No patient data is bundled.
Demo mode uses upstream test profile data.
The wrapper does not upload data.
The wrapper does not pass arbitrary unvalidated Nextflow parameters via --params-file: only the audited CLI surface is translated to params.yaml. --nextflow-config forwards user-supplied -c config file(s) for trusted runtime settings such as process, executor, profiles, labels, institutional module tuning, and params.genomes custom genome catalogues. Configs that define params in any form — block (params { … }), property (params.x), assignment (params = …), subscript (params['x']), or map-merge (params << …) — are rejected so they cannot bypass the audited parameter surface (the documented params.genomes catalogue is the sole exception). Every locally-resolvable includeConfig target is audited recursively under the same rule; includes the wrapper cannot read (remote URIs, ${…}-interpolated paths, or missing files) are surfaced as preflight warnings rather than silently trusted, so unaudited surface is always visible.
--resume is rejected when the pipeline source/version, profile, aligner, pseudo-aligner, --prokaryotic/--arm modifiers, params checksum, or samplesheet checksum drift.

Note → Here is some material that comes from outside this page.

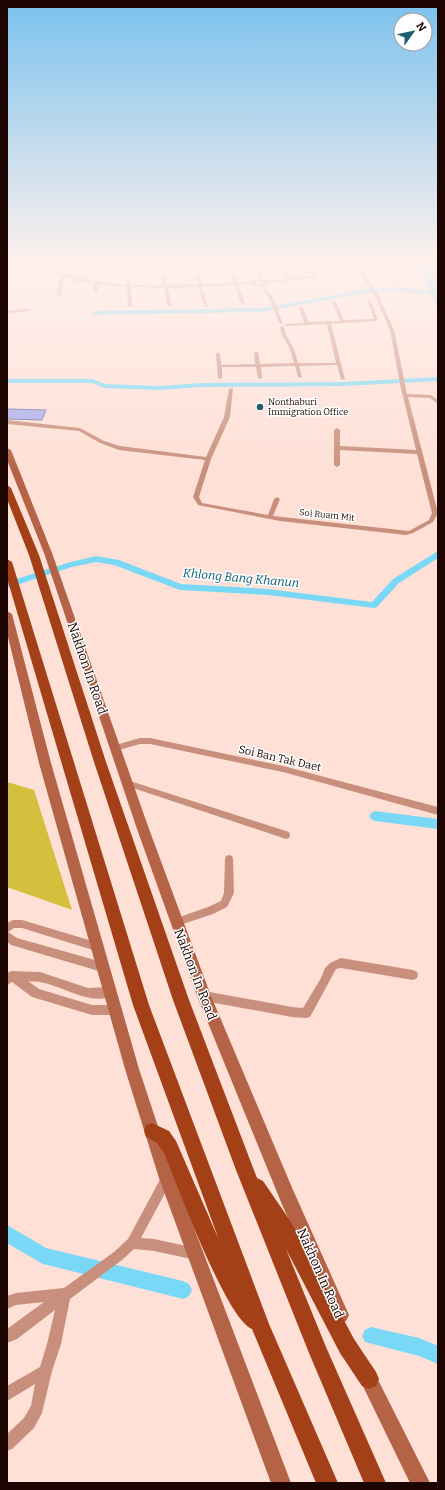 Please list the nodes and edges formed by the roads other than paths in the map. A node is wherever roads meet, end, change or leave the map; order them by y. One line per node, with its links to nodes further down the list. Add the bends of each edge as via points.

ClawBio is a research and educational tool. It is not a medical device and does not provide clinical diagnoses. Consult a healthcare professional before making any medical decisions.

Agent Boundary

Use this skill to produce upstream bulk RNA-seq preprocessing outputs. Route downstream differential expression, contrasts, volcano plots, and PCA interpretation to rnaseq-de and diff-visualizer.

Chaining Partners

rnaseq-de: bulk/pseudo-bulk differential expression from preferred_counts_tsv
diff-visualizer: plots from downstream DE results
multiqc-reporter: optional QC aggregation/reporting follow-up
bio-orchestrator: routes inbound bulk RNA-seq preprocessing requests to this wrapper

Maintenance

Pinned upstream: nf-core/rnaseq v3.26.0. Before changing the default version, audit nextflow.config, assets/schema_input.json, nextflow_schema.json, docs/output.md, and changed module configs, then update tests and reproducibility/pinned_versions.json.